* WORK TO BE COMPLETED *
Using the entries below, transcribe exactly the line containing "I need the junctions and links of every" and each line that follows it to the end.

+++

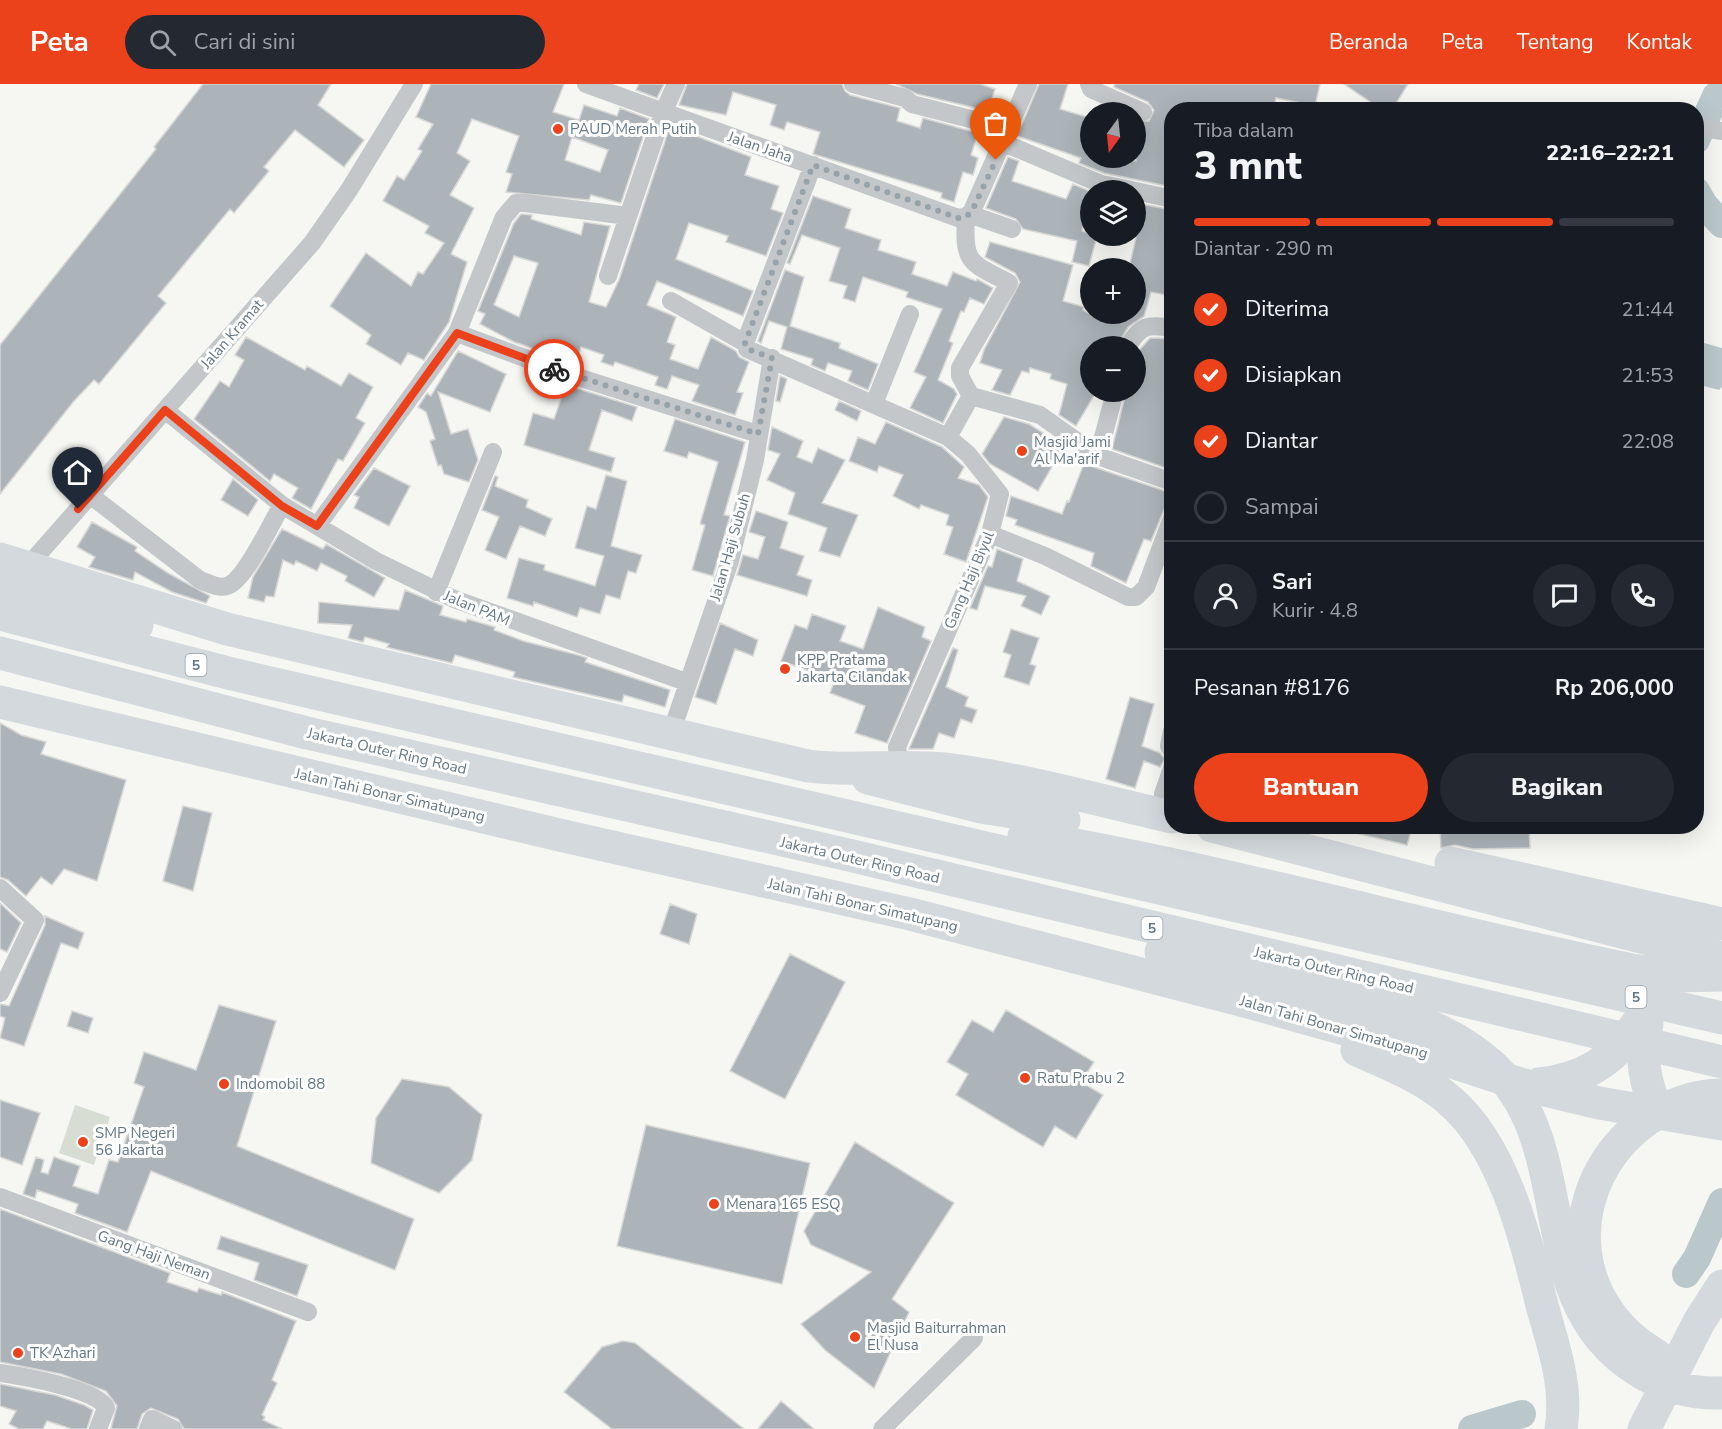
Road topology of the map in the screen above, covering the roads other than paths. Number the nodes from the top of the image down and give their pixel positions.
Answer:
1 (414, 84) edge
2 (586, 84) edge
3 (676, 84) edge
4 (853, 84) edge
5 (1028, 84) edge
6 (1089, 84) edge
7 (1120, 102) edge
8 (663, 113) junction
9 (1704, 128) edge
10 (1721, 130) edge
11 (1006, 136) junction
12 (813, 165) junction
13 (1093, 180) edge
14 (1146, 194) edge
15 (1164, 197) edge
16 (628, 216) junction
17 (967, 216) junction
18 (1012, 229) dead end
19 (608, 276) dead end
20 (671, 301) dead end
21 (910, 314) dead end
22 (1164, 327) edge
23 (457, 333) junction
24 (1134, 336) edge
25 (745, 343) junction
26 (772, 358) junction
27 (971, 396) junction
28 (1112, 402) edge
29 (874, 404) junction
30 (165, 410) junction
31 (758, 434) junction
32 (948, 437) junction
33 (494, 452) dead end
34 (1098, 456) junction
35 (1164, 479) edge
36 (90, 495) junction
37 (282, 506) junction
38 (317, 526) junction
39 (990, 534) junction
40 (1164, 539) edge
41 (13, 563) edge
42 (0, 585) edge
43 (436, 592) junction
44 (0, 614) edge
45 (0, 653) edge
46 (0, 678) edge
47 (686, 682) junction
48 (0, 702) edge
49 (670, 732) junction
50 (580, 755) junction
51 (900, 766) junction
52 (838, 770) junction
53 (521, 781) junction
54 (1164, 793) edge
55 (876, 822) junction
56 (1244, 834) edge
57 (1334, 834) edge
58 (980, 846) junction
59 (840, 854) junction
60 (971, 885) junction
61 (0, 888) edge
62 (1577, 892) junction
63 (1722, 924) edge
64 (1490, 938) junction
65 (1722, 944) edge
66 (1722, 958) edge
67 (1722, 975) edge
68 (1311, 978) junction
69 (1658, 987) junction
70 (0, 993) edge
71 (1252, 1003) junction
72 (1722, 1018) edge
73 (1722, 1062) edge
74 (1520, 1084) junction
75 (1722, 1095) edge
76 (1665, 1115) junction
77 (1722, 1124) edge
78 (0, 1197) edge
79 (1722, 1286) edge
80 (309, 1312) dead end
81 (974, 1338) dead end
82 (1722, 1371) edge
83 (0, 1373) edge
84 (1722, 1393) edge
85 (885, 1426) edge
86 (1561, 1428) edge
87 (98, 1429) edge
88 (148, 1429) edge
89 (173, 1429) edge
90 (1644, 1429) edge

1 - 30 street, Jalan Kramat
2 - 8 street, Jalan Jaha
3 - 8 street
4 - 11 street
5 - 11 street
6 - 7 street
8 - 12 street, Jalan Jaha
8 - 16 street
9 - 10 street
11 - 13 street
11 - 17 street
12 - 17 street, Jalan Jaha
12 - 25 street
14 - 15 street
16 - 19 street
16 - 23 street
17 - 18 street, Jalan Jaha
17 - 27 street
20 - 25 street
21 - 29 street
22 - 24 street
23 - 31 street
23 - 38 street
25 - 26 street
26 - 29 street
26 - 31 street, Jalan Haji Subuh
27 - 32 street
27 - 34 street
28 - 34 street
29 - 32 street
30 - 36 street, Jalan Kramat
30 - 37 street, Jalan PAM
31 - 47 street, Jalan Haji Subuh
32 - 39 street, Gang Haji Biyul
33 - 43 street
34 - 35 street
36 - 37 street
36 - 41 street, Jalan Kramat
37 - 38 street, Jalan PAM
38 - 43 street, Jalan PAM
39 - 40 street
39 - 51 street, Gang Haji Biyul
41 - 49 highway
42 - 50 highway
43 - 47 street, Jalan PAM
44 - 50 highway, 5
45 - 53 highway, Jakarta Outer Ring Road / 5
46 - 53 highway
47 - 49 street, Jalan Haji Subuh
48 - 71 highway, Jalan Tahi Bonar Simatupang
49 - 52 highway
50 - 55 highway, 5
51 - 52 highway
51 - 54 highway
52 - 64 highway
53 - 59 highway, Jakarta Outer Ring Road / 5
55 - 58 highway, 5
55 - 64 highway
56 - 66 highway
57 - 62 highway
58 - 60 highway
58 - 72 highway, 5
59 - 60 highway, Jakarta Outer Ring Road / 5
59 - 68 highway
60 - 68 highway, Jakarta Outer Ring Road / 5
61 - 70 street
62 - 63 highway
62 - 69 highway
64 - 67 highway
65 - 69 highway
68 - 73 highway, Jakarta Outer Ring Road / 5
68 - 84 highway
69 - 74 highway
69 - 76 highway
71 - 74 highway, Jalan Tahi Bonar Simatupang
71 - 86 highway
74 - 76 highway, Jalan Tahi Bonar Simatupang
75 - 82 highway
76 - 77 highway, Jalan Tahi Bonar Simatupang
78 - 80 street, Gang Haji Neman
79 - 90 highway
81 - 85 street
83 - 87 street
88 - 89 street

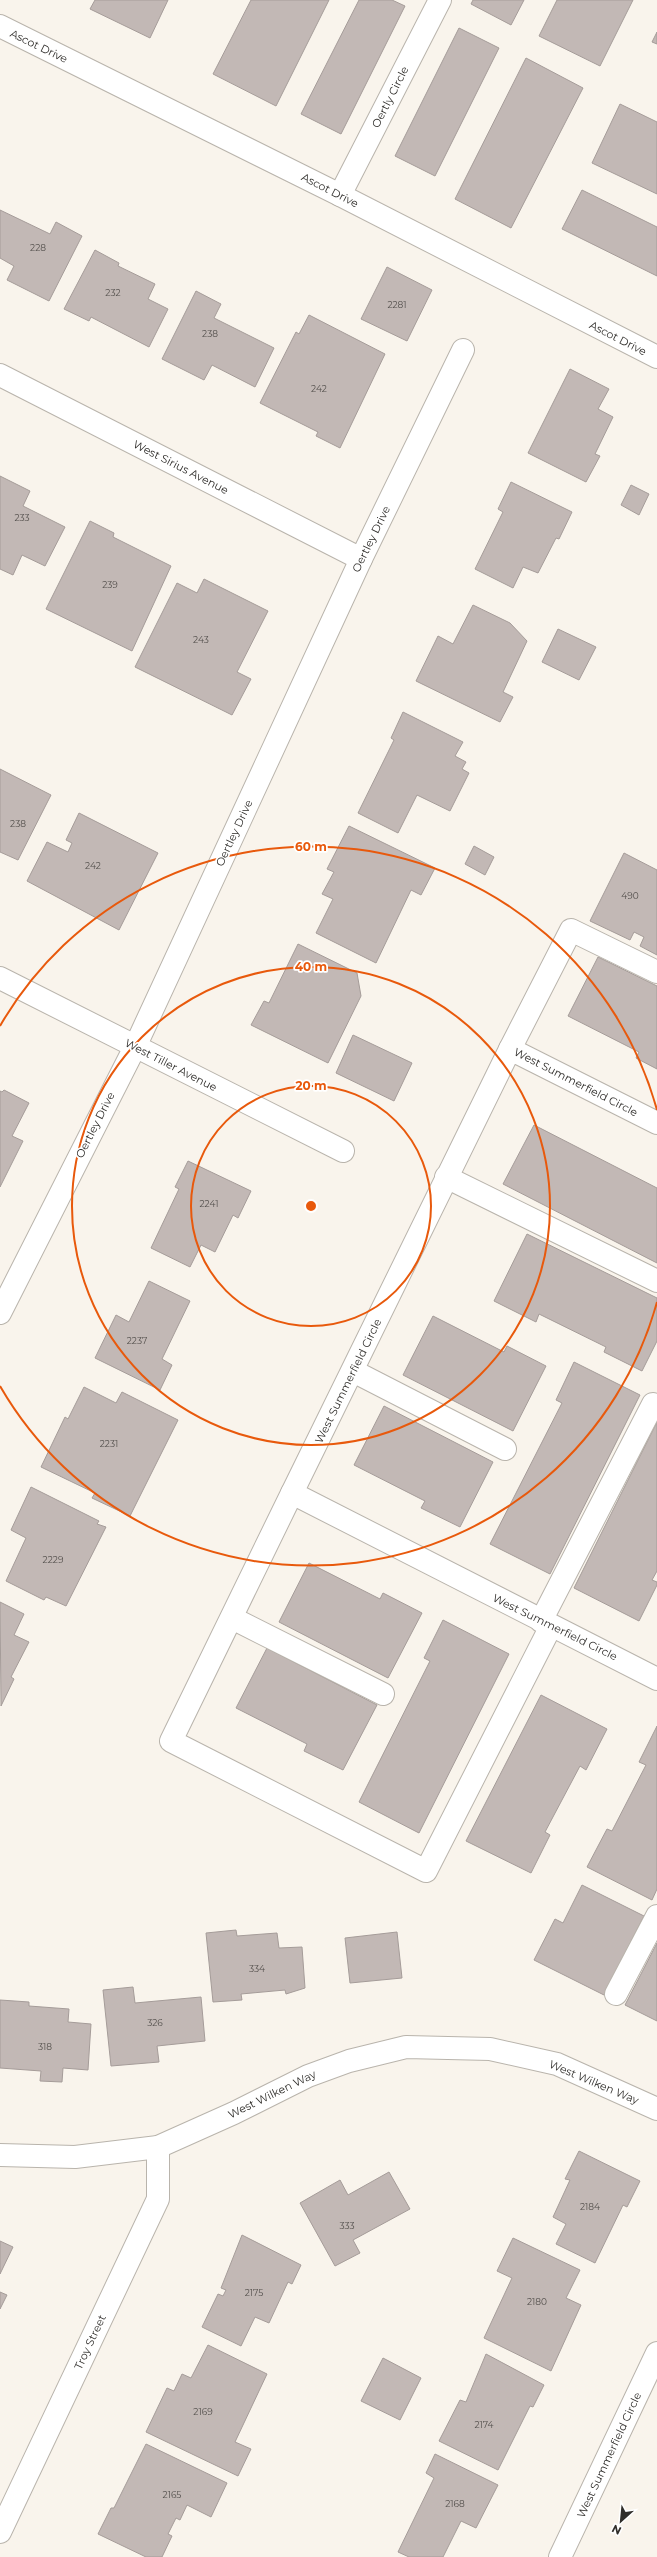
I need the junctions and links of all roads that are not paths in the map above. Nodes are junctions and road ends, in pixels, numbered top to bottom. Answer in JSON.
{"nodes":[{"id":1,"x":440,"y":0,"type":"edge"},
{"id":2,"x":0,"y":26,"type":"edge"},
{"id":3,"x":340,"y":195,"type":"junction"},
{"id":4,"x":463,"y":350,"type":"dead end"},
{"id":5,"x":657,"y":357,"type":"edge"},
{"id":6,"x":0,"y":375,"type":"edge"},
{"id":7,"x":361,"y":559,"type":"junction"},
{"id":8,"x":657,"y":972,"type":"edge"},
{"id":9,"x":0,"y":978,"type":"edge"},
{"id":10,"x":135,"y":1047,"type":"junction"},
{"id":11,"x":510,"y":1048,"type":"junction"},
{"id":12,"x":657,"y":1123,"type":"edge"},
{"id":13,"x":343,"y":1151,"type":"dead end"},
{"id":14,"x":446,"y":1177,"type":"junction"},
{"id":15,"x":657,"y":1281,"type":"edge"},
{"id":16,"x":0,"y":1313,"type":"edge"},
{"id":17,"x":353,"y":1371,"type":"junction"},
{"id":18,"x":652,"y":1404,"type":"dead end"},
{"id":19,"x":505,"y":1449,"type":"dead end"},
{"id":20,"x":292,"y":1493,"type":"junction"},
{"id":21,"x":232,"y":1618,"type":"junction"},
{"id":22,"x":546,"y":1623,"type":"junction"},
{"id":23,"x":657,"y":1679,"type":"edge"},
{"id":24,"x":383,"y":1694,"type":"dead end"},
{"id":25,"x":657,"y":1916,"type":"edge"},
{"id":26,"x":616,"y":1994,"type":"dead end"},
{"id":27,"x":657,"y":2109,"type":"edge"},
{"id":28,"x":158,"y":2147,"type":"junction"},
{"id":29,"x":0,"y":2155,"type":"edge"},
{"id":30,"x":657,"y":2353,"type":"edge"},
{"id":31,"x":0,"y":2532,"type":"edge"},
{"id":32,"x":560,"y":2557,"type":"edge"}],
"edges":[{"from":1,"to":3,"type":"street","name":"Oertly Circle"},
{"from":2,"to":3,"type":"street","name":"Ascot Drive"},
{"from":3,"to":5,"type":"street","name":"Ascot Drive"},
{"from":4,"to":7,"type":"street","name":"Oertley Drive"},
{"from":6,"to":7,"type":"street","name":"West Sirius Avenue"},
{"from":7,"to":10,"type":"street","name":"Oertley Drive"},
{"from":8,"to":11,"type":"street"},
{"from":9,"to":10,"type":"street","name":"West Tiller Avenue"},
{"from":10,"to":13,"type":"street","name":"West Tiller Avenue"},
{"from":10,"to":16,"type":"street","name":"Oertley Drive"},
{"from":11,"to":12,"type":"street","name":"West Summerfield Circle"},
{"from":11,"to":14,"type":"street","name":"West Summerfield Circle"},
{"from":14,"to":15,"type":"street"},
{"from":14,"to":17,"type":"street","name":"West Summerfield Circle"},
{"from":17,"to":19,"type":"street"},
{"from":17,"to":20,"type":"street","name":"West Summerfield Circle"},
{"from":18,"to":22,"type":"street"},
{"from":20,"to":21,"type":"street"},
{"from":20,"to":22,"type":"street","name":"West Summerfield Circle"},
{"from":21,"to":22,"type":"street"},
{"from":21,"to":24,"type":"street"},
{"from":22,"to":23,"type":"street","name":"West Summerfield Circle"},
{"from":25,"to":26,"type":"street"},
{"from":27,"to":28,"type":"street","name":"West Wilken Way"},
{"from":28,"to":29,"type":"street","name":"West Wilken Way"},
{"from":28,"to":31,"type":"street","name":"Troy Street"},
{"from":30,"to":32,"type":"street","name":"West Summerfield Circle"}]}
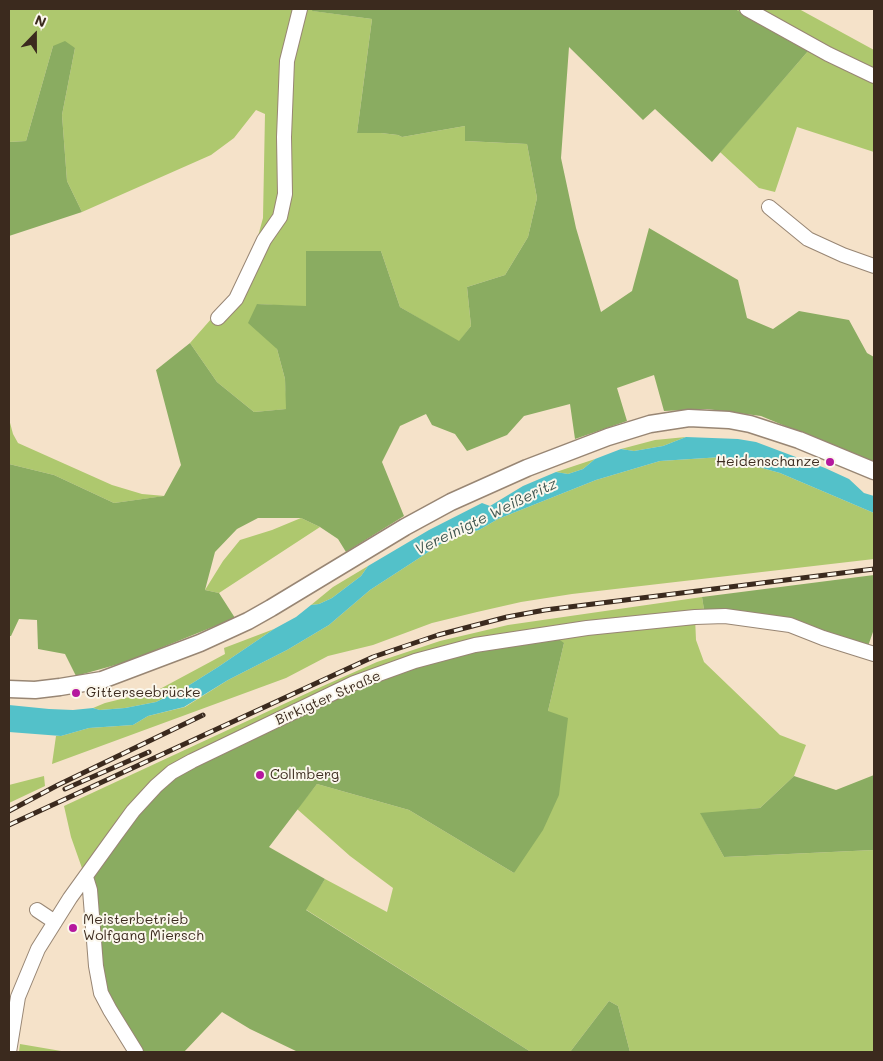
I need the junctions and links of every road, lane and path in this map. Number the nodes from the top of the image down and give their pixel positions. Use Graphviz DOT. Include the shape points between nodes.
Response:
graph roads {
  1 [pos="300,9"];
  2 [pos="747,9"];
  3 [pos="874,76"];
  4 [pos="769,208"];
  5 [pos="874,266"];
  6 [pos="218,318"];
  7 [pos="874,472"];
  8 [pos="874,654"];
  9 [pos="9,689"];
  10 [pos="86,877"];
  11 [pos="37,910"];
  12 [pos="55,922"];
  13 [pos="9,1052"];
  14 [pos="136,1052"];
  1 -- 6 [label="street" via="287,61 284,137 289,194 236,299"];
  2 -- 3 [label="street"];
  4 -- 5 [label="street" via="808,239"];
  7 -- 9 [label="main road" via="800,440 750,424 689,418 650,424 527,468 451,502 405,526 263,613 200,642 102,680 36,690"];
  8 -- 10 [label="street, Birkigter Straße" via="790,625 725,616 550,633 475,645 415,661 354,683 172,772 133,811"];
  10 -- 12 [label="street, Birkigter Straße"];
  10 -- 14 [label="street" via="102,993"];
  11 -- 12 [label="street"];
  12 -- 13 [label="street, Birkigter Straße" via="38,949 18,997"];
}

+++

* RESULT OF THE TASK *
I need the junctions and links of every road, lane and path in this map. Number the nodes from the top of the image down and give their pixel positions. Use Graphviz DOT. Include the shape points between nodes.
Response:
graph roads {
  1 [pos="300,9"];
  2 [pos="747,9"];
  3 [pos="874,76"];
  4 [pos="769,208"];
  5 [pos="874,266"];
  6 [pos="218,318"];
  7 [pos="874,472"];
  8 [pos="874,654"];
  9 [pos="9,689"];
  10 [pos="86,877"];
  11 [pos="37,910"];
  12 [pos="55,922"];
  13 [pos="9,1052"];
  14 [pos="136,1052"];
  1 -- 6 [label="street" via="287,61 284,137 289,194 236,299"];
  2 -- 3 [label="street"];
  4 -- 5 [label="street" via="808,239"];
  7 -- 9 [label="main road" via="800,440 750,424 689,418 650,424 527,468 451,502 405,526 263,613 200,642 102,680 36,690"];
  8 -- 10 [label="street, Birkigter Straße" via="790,625 725,616 550,633 475,645 415,661 354,683 172,772 133,811"];
  10 -- 12 [label="street, Birkigter Straße"];
  10 -- 14 [label="street" via="102,993"];
  11 -- 12 [label="street"];
  12 -- 13 [label="street, Birkigter Straße" via="38,949 18,997"];
}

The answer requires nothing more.